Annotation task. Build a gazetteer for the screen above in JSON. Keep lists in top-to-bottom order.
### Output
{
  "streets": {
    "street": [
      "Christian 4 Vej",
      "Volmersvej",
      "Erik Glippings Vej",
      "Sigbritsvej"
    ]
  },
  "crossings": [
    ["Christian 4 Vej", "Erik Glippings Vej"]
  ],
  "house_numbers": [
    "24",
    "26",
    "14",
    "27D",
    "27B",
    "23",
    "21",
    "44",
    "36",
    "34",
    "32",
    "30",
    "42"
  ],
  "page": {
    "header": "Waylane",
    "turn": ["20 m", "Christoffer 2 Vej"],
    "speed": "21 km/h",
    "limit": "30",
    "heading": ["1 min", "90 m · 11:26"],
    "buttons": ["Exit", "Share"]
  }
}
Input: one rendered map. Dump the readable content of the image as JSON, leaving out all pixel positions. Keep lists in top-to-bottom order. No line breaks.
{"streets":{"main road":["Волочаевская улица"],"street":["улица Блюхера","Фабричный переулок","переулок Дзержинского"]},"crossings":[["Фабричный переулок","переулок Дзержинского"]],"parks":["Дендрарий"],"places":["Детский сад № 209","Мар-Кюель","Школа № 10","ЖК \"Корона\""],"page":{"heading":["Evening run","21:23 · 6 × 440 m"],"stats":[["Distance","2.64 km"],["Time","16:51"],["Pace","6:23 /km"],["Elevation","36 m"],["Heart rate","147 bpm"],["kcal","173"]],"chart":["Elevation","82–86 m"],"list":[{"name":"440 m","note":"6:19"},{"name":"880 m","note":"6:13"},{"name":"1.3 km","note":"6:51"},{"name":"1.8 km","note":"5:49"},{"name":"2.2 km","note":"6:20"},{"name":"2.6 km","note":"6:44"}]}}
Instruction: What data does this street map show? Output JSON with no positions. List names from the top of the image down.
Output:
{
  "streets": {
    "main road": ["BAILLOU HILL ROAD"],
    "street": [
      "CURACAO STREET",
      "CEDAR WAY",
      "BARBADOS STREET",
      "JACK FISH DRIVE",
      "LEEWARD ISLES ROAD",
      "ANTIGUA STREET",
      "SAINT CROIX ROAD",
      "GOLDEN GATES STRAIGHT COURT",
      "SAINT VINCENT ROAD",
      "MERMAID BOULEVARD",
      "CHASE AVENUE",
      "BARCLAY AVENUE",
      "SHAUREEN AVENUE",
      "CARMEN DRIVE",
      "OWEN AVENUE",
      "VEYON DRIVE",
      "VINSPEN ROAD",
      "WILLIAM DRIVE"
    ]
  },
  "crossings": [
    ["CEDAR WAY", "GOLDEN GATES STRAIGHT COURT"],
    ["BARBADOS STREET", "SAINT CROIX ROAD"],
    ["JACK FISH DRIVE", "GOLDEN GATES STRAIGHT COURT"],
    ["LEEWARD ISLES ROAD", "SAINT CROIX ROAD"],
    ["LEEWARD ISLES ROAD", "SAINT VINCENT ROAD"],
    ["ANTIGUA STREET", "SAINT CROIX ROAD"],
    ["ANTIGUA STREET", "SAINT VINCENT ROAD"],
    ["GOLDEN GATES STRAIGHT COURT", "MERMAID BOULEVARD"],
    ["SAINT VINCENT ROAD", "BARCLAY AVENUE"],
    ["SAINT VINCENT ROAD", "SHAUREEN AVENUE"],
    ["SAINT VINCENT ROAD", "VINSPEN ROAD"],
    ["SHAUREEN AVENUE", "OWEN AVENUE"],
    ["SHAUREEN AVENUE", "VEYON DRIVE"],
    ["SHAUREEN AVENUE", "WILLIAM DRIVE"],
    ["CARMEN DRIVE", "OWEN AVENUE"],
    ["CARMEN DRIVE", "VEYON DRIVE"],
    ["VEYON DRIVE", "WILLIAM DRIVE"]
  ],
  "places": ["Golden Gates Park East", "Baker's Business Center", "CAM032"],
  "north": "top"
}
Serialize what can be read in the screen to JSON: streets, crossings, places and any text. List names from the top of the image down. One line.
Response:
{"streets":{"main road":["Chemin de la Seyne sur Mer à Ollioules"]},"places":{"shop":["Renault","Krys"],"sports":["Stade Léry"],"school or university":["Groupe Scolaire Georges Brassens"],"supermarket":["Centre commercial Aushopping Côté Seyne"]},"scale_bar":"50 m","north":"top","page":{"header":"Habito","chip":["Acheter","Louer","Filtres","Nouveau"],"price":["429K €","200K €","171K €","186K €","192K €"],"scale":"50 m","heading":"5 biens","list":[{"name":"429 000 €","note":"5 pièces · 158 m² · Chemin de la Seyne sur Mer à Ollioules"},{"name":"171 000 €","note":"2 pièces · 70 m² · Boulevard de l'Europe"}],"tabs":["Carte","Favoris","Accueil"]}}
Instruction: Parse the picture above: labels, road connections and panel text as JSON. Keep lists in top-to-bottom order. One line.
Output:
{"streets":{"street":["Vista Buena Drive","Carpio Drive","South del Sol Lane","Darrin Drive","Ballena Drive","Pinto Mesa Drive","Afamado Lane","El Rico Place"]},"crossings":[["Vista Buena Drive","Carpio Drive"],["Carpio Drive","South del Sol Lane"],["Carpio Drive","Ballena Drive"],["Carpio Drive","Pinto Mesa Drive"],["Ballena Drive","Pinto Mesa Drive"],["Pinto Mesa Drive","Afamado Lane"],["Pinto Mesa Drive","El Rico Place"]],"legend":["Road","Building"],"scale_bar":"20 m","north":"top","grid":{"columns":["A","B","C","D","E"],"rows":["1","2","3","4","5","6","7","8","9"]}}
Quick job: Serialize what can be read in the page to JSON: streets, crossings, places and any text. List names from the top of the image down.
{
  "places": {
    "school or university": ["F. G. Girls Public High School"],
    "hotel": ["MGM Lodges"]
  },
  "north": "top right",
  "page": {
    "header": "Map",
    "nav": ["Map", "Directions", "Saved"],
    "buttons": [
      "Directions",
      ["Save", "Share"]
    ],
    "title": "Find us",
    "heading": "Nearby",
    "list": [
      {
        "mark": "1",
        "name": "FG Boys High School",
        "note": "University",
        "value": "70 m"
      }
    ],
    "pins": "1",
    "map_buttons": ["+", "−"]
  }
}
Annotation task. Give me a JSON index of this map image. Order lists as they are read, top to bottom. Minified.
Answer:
━━━━━━━━━━
Task to carry out: Your answer should be all lines from the data that contain "above".

Worked solution:
Annotation task. Build a gazetteer for the screen above in JSON. Keep lists in top-to-bottom order.
Instruction: Parse the picture above: labels, road connections and panel text as JSON. Keep lists in top-to-bottom order. One line.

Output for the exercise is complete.